Provided records:
■ ■ ■ ■ ■ ■ ■

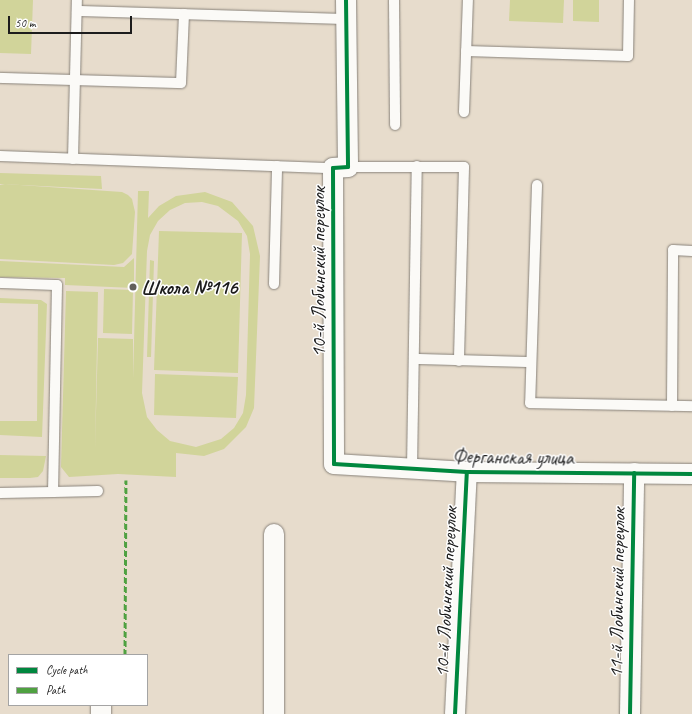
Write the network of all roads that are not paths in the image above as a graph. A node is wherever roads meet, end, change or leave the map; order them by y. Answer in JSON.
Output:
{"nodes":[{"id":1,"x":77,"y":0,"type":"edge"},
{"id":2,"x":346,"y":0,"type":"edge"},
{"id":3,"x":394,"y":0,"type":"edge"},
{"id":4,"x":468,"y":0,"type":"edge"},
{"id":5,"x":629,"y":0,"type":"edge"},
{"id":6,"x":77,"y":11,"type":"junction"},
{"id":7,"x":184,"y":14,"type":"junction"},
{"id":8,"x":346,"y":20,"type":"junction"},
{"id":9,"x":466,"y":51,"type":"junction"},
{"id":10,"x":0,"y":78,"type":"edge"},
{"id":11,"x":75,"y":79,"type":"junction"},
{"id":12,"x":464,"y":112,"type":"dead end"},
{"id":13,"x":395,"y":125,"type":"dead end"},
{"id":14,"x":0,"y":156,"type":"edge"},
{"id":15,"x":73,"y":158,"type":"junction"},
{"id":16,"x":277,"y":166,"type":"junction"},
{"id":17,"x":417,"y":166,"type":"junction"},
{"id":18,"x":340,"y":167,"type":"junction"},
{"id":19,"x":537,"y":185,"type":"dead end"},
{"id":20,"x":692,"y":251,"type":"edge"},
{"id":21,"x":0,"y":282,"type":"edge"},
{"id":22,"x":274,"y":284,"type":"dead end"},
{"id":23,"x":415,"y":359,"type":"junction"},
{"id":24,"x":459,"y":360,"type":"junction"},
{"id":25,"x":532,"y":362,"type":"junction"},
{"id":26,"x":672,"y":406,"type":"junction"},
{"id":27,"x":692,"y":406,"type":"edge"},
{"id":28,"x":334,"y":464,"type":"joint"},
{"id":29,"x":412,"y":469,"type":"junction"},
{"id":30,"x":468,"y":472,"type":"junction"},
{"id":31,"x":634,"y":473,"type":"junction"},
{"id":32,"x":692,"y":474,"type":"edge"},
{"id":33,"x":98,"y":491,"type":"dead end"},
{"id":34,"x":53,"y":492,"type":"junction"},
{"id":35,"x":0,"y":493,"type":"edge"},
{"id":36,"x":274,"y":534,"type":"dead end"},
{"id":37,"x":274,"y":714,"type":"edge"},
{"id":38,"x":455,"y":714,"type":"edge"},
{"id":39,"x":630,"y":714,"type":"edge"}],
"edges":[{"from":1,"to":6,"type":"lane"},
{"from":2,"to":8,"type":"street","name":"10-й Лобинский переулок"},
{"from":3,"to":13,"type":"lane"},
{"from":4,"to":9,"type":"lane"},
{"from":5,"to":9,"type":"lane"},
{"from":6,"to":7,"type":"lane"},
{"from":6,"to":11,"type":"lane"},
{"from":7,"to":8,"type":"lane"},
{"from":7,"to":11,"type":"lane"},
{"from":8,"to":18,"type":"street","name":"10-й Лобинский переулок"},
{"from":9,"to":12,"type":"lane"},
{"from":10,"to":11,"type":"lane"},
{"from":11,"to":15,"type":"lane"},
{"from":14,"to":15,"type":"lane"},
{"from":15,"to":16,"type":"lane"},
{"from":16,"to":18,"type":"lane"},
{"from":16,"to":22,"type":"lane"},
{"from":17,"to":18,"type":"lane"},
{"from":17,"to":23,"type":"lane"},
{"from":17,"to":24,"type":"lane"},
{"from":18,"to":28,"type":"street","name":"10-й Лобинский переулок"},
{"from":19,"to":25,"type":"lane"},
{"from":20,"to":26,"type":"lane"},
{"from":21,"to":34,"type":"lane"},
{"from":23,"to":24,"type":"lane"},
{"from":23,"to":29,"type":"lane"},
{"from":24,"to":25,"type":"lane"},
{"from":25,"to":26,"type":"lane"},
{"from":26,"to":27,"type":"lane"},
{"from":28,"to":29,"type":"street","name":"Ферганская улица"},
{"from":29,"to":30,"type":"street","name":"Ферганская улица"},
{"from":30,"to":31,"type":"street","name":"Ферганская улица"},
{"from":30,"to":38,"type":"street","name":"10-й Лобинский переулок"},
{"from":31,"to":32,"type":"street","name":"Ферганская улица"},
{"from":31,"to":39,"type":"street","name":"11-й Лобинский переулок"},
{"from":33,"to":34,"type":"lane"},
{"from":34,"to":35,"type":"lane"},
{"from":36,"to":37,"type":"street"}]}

■ ■ ■ ■ ■ ■ ■

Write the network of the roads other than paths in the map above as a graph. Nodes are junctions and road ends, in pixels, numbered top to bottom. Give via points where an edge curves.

■ ■ ■ ■ ■ ■ ■

State, as a bare number, how many lines of the listing hold the word "above".

2